Initially, Columbus seemed like a positive figure to American revolutionaries who hoped to establish a distinctly American identity and mythology. Here was a man who defied all odds and discovered America, and isn’t that the American dream itself?

The opposition to honoring Columbus began as early as 1550 with the Vallodolid debate, where Europeans discussed the morality of colonization. Nevertheless, by 1892, the US had dedicated 28 monuments to Columbus, as an American hero, and that number has only grown since.

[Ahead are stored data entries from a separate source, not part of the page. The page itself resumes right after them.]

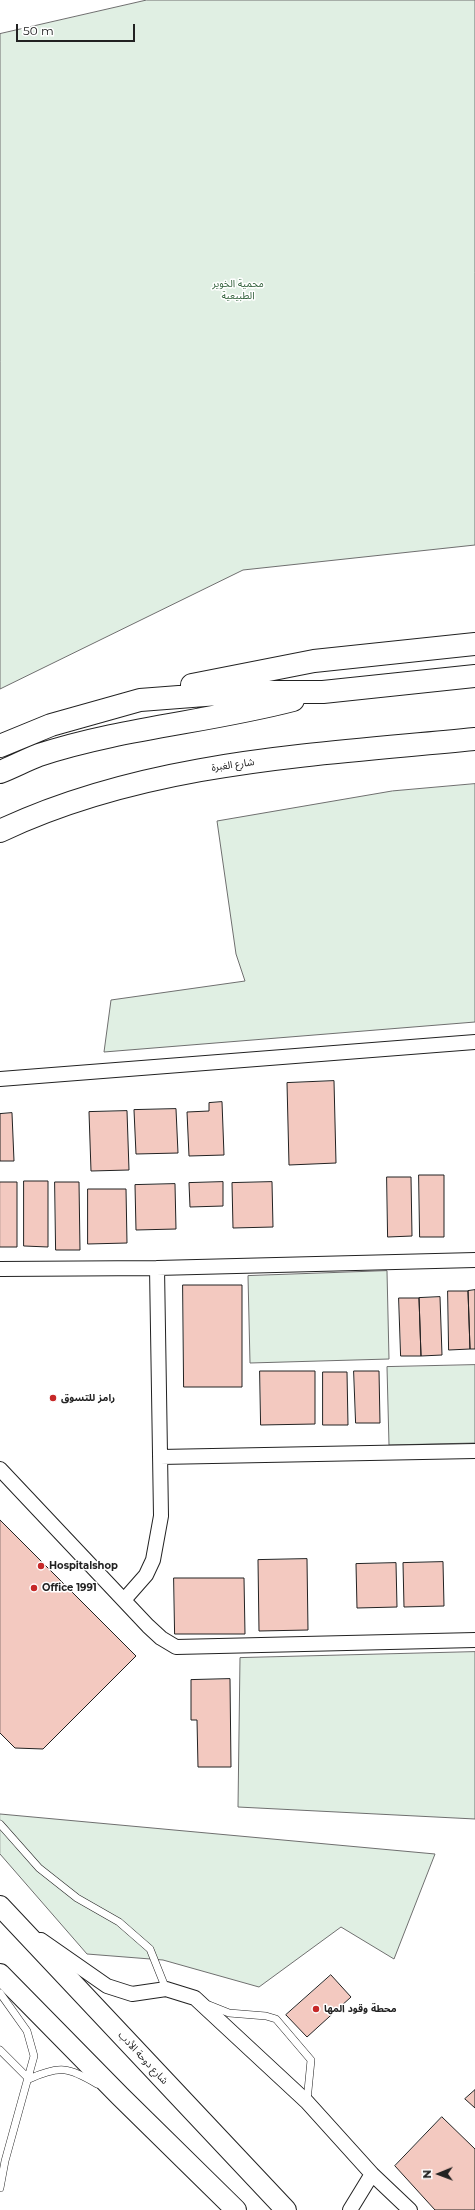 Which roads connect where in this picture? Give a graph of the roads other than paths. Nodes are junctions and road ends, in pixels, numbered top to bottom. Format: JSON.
{"nodes":[{"id":1,"x":475,"y":644,"type":"edge"},
{"id":2,"x":475,"y":676,"type":"edge"},
{"id":3,"x":323,"y":692,"type":"junction"},
{"id":4,"x":140,"y":700,"type":"junction"},
{"id":5,"x":475,"y":739,"type":"edge"},
{"id":6,"x":0,"y":746,"type":"edge"},
{"id":7,"x":0,"y":772,"type":"edge"},
{"id":8,"x":0,"y":831,"type":"edge"},
{"id":9,"x":475,"y":1042,"type":"edge"},
{"id":10,"x":0,"y":1079,"type":"edge"},
{"id":11,"x":475,"y":1260,"type":"edge"},
{"id":12,"x":157,"y":1268,"type":"junction"},
{"id":13,"x":0,"y":1269,"type":"edge"},
{"id":14,"x":475,"y":1451,"type":"edge"},
{"id":15,"x":160,"y":1457,"type":"junction"},
{"id":16,"x":0,"y":1469,"type":"edge"},
{"id":17,"x":124,"y":1600,"type":"junction"},
{"id":18,"x":475,"y":1640,"type":"edge"},
{"id":19,"x":0,"y":1824,"type":"edge"},
{"id":20,"x":0,"y":1906,"type":"edge"},
{"id":21,"x":13,"y":1921,"type":"junction"},
{"id":22,"x":0,"y":1974,"type":"edge"},
{"id":23,"x":166,"y":1989,"type":"junction"},
{"id":24,"x":0,"y":1993,"type":"edge"},
{"id":25,"x":195,"y":1998,"type":"junction"},
{"id":26,"x":0,"y":2050,"type":"edge"},
{"id":27,"x":29,"y":2079,"type":"junction"},
{"id":28,"x":120,"y":2096,"type":"junction"},
{"id":29,"x":307,"y":2102,"type":"junction"},
{"id":30,"x":3,"y":2161,"type":"edge"},
{"id":31,"x":372,"y":2174,"type":"junction"},
{"id":32,"x":0,"y":2188,"type":"edge"},
{"id":33,"x":236,"y":2210,"type":"edge"},
{"id":34,"x":286,"y":2210,"type":"edge"},
{"id":35,"x":350,"y":2210,"type":"edge"},
{"id":36,"x":410,"y":2210,"type":"edge"}],
"edges":[{"from":1,"to":4,"type":"main road"},
{"from":2,"to":3,"type":"main road"},
{"from":3,"to":4,"type":"main road"},
{"from":3,"to":7,"type":"main road"},
{"from":4,"to":6,"type":"main road"},
{"from":5,"to":8,"type":"main road","name":"شارع الغبرة"},
{"from":9,"to":10,"type":"street"},
{"from":11,"to":12,"type":"street"},
{"from":12,"to":13,"type":"street"},
{"from":12,"to":15,"type":"street"},
{"from":14,"to":15,"type":"street"},
{"from":15,"to":17,"type":"street"},
{"from":16,"to":17,"type":"street"},
{"from":17,"to":18,"type":"street"},
{"from":19,"to":23,"type":"lane"},
{"from":20,"to":21,"type":"main road","name":"شارع دوحة الأدب"},
{"from":21,"to":23,"type":"street"},
{"from":21,"to":34,"type":"main road","name":"شارع دوحة الأدب"},
{"from":22,"to":28,"type":"main road"},
{"from":23,"to":25,"type":"street"},
{"from":24,"to":27,"type":"lane"},
{"from":25,"to":29,"type":"street"},
{"from":25,"to":29,"type":"lane"},
{"from":26,"to":27,"type":"lane"},
{"from":27,"to":28,"type":"lane"},
{"from":27,"to":30,"type":"lane"},
{"from":28,"to":33,"type":"main road"},
{"from":29,"to":31,"type":"street"},
{"from":30,"to":32,"type":"lane"},
{"from":31,"to":35,"type":"street"},
{"from":31,"to":36,"type":"street"}]}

In 1893, during the US’s first worlds fair, African Americans began to raise questions about memorializing a man who remind many of the genocide, rape, and displacement of Native Americans. By the 1970s, activists called to replace Columbus Day with Indigenous People’s Day, to mark the persecution and contributions of those who inhabited the Americas long before Columbus’s arrival. The first Indigenous People’s Day was celebrated in Berkeley, CA in 1992.

WIKIMEDIA COMMONS

Columbus Monument, Columbus Circle, Manhattan, New York City, New York, USA.

There are more than 6,000 towns and cities in the US named after Columbus, and as of 2021, there were 149 public monuments to him in the US according to the non-profit organization, Monument Lab. But in more recent years, the public has become increasingly outspoken about their distaste for Columbus’s veneration as a hero. Since the white supremacist rally in Charlottesville, VA, and following the murders of George Floyd, Breonna Taylor, and many more African Americans, there has been a renewal of discussions about the roles of monuments and commemoration.

Many Columbus monuments have been removed by force, and others have been removed by the government in cities they were erected in. In Baltimore, a statue was torn down and dumped into the harbor. In Boston, a statue was beheaded, while in Houston a statue had its hands cut off, referring to Columbus’s treatment of the Taíno people. 

What, then, should be done with these statues? While the answer is complicated and complex, it is clear that a re-contextualization in historical education is needed to tell the real story of Christopher Columbus, flaws and all.